|
IMF: Indonesia Bisa Hadapi Gejolak Ekonomi Global
Kamis, 24 April 2008 | 02:19 WIB
TEMPO Interaktif, Jakarta:Indonesia diyakini masih bisa menahan guncangan yang terjadi pada pasar keuangan global. Dana Moneter Internasional (IMF) menyatakan sektor keuangan di Indonesia masih menunjukkan performa yang baik.
Deputi Direktur Riset Dana Moneter Internasional Charles Collyns mengatakan pertumbuhan kredit perbankan pada kuartal pertama 2008 masih memperlihatkan kinerja yang bagus. Ini membuat sektor ekonomi masih kuat menghadapi gejolak pasar. "Tapi bulan depan kami akan up date proyeksi perekonomian Indonesia," kata Collyns di Gedung Bank Indonesia di Jakarta, kemarin.
Saat ini, ekonomi internasional disibukkan oleh melemahnya tingkat konsumsi dan investasi. Dua faktor ini diyakini bakal berdampak terhadap meningkatnya jumlah pengangguran. Bahkan di Amerika Serikat, angka pengangguran meningkat pesat sejak terjadi krisis kredit perumahan dan diperkirakan baru akan membaik tahun depan.
Dia melanjutkan, perlambatan yang terjadi di Amerika Serikat yang berlanjut ke Eropa tidak terlalu banyak berpengaruh terhadap Asia dan negara-negara berkembang lainnya. Sebab, ketergantungan terhadap perekonomian Amerika Serikat tidak besar.

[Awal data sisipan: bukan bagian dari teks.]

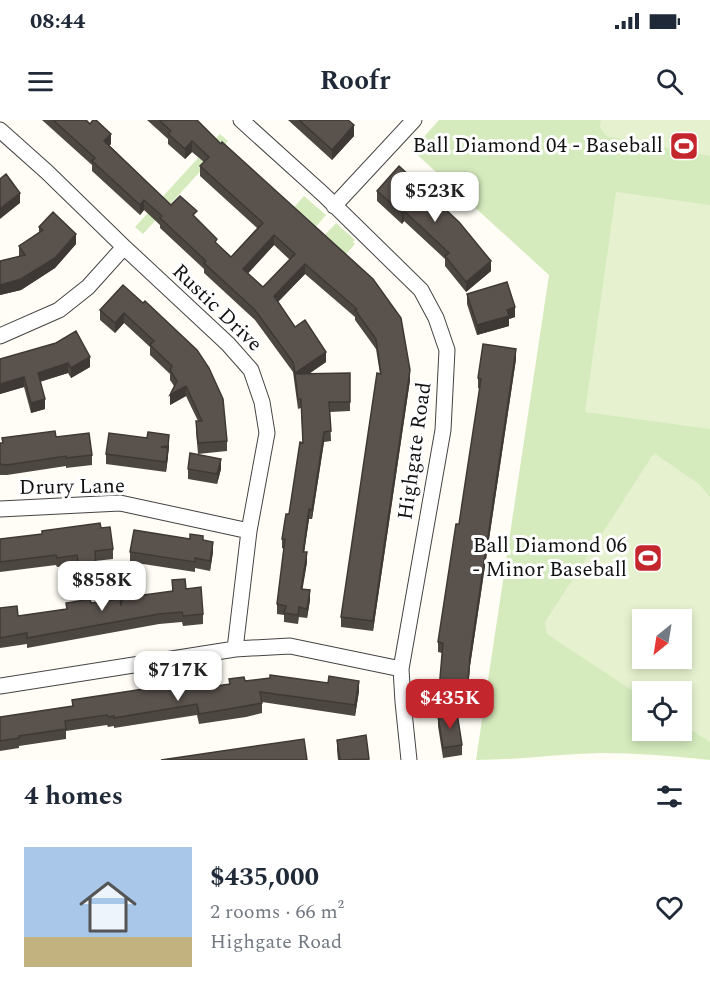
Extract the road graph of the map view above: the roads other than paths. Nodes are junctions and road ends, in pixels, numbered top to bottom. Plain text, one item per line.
1 (241, 120) edge
2 (414, 120) edge
3 (0, 130) edge
4 (334, 206) junction
5 (124, 247) junction
6 (0, 336) edge
7 (0, 510) edge
8 (249, 531) junction
9 (235, 649) junction
10 (401, 669) junction
11 (0, 686) edge
12 (410, 760) edge

1 - 4 street, Highgate Road
2 - 4 street
3 - 5 street, Rustic Drive
4 - 10 street, Highgate Road
5 - 6 street
5 - 8 street, Rustic Drive
7 - 8 street, Drury Lane
8 - 9 street, Rustic Drive
9 - 10 street
9 - 11 street
10 - 12 street, Highgate Road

Namun, pertumbuhan industri dan ekspor akan sedikit terpengaruh karena permintaan pasar ekspor di Amerika dan Eropa menurun.
Permintaan domestik yang kuat di Asia, menurut dia, menjadi penopang pertumbuhan ekonomi di tengah guncangan yang terjadi. Untuk Indonesia, IMF meramalkan pertumbuhan ekonomi tahun ini masih tetap berada di level 6,1 persen. Sementara untuk Asia akan turun menjadi 6,2 persen dari proyeksi sebelumnya 6,6 persen. Penurunan ini karena jumlah ekspor ke Amerika Serikat dan Eropa berkurang.
Untuk Asia, negara-negara di benua ini akan berfokus pada tekanan inflasi yang tinggi akibat kenaikan harga minyak dan komoditas dunia. Selain itu ekspektasi inflasi juga masih cukup tinggi. "Jadi pemerintah di wilayah Asia penting untuk menjaga tekanan inflasi tersebut," katanya. Collyns juga menyarankan agar pemerintah di negara-negara Asia, sebaiknya menjaga tekanan inflasi melalui kebijakan pengetatan di sektor moneter lalu melakukan improve policy framework.